[Saved entries]
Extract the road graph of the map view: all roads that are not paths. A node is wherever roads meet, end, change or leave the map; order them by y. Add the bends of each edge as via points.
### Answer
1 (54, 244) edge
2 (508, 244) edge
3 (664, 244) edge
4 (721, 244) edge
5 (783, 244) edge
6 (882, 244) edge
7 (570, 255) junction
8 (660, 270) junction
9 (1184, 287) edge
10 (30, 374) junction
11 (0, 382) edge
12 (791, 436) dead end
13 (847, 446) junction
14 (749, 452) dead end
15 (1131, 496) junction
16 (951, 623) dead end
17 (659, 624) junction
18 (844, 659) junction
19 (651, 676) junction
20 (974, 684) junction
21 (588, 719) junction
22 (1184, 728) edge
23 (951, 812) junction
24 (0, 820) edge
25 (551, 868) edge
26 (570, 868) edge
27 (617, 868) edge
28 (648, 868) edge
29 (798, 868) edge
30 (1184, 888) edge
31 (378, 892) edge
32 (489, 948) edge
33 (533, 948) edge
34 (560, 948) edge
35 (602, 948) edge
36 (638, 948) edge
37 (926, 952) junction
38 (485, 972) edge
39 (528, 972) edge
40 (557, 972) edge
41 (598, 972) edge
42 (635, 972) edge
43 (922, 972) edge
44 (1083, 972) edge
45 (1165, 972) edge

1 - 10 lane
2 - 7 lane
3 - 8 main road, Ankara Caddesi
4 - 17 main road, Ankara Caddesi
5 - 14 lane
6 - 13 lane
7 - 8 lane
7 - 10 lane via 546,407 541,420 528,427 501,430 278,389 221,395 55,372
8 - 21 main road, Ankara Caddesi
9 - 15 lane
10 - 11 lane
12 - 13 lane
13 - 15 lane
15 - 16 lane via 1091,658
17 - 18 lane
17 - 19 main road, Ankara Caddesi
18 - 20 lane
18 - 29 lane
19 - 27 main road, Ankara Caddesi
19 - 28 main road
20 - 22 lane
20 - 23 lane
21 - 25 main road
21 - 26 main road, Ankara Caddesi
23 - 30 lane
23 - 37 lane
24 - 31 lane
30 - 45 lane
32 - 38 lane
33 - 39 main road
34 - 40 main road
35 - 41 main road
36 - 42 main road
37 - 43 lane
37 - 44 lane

REQUIREMENT: Search the data above for the word "dead". Copy each line it is in.

SOLUTION FOR THIS TASK:
12 (791, 436) dead end
14 (749, 452) dead end
16 (951, 623) dead end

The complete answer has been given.